Smaller squad response vehicles, and fixed overtime for the Fire Department were prioritized and will be brought back for further discussion.
In regards to economic development, jobs creation and enhanced sales tax revenue were priorities, with some council members focusing on a citywide approach and others a regional approach.
Priorities identified for utilities were local water supply development, and upgrades to the La Salina Wastewater Treatment Plant.
Kern said it is important to the long-term health of the region’s economy to develop local water sources.
“Lack of water stops growth quicker than everything else,” he said.
The Water Conservation Master Plan, and Zero Waste Plan implementation are mandatory.
Capital projects that ranked at the top of the list were railroad quiet zones, beach sand, and beach restrooms.
Wood said he would like to see the $600k already set aside to move sand from the San Luis Rey River to the beach, to be redirected to repair potholes.
A lot of interest was shown in completing long-term transportation goals, although there were differing priorities on which efforts should be focused on.
The list included Coast Highway planning and Mission Avenue implementation, which are now in progress, and road maintenance.
Also on the list was the Oceanside Boulevard Vision Plan, and Rancho del Oro interchange.
The budget process started weeks before the workshop with an extensive one on one interview with each council member by Teri Bianca, TB Enterprises principle consultant.
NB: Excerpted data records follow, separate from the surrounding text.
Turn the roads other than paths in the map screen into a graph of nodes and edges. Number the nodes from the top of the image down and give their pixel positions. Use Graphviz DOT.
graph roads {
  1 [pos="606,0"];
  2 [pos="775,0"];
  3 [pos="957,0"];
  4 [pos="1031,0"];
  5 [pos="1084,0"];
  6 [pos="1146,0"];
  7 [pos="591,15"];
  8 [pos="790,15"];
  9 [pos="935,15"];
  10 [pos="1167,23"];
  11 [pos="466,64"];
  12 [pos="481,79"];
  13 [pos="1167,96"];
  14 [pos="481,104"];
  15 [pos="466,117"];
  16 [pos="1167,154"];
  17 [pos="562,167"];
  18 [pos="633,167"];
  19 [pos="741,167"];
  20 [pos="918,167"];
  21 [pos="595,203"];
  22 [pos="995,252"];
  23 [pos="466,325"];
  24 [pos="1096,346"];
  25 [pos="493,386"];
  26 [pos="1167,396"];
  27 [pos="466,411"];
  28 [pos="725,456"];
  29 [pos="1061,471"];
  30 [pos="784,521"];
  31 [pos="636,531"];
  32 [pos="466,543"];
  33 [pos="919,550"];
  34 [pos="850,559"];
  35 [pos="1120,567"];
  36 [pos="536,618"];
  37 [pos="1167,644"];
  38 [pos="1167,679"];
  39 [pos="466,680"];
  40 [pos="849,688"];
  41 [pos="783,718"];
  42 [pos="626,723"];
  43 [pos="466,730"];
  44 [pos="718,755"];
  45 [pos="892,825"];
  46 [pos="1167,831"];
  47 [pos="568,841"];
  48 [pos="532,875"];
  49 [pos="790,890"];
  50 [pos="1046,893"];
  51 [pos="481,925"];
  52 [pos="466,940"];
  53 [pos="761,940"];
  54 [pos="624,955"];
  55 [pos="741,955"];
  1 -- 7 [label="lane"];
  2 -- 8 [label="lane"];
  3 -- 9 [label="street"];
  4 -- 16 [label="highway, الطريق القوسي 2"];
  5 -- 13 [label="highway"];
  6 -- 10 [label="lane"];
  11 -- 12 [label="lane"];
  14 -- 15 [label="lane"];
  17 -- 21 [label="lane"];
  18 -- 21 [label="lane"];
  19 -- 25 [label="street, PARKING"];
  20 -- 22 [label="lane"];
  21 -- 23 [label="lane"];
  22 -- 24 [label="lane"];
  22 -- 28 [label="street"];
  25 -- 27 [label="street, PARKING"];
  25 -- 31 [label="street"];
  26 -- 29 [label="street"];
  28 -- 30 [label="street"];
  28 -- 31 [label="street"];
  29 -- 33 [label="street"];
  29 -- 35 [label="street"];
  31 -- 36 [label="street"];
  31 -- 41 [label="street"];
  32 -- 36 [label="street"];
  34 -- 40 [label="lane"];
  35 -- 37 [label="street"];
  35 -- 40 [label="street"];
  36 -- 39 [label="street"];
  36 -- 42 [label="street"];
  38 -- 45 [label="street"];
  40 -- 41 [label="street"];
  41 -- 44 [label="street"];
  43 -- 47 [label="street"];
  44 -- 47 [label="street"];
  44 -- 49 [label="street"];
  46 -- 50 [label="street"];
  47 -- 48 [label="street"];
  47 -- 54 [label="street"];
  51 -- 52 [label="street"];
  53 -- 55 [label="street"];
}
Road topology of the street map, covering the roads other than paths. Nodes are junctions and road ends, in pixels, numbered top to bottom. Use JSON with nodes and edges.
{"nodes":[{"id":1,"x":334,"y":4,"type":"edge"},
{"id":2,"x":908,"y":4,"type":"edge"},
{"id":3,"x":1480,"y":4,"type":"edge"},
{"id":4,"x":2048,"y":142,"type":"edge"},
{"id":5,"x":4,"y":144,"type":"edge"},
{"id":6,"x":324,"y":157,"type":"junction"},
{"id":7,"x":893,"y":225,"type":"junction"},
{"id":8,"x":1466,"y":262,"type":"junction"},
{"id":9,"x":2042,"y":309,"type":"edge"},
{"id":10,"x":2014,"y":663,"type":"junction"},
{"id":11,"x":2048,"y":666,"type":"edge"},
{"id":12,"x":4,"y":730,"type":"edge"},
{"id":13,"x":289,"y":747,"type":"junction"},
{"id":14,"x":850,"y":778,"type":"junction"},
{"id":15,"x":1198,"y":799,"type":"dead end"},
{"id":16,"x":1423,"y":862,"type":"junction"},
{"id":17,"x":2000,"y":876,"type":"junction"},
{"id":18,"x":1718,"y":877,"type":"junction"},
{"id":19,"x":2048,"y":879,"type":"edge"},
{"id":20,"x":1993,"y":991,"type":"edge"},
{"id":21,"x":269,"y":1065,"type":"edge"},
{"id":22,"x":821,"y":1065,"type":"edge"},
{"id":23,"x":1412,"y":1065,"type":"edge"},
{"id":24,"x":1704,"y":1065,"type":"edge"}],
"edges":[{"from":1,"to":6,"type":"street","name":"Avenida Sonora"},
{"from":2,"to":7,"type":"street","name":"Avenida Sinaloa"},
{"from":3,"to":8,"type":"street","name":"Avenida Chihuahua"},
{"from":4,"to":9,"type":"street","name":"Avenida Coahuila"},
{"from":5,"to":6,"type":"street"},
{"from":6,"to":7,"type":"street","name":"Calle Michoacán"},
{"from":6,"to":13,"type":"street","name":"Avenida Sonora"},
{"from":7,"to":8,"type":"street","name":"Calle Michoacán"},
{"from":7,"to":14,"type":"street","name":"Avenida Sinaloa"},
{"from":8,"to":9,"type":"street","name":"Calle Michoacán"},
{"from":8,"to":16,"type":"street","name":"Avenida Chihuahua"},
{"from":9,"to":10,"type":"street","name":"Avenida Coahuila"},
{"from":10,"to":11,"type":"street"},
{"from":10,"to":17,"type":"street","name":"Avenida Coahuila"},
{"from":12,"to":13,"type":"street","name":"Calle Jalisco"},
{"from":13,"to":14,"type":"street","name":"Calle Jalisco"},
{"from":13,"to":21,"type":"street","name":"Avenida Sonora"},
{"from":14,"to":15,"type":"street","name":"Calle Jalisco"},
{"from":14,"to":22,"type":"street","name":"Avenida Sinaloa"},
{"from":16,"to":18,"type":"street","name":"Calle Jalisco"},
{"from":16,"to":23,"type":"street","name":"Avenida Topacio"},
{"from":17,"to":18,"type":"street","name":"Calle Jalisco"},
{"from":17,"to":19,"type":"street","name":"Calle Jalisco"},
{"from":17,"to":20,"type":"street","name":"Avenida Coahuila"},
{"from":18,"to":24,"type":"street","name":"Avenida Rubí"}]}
Each council member went over the nine categories of staff recommendations and prioritized them.
At the workshop a summary of council members’ priorities was shared. Then council publicly reviewed and ranked the top three priorities in each category.
Physically putting a red, blue or yellow sticker on the top three priorities in each category, allowed a crude, yet graphic visual, which was followed by discussion.
Jepsen said he was pleased with workshop discussion.
“At first it was a little messy,” Jepsen said. “Towards the end the dialogue was way better.”
Bianco said the expectations shared by council members in the pre-interview and listed anonymously in workshop handouts were telling.
Council’s expectations going into the workshop ranged from zero expectations, I think we’re wasting our time, to a 5-0 decision to move forward on a plan, and clear direction to staff to implement our top priorities.
Bianco said the workshop technique was effective in setting priorities without idealology.
“It’s a good process for digging into issues with your hands, head and heart.”
A summary of workshop findings, and further budget discussion will continue at the April 2 City Council meeting. The workshop did not allow time for community comments.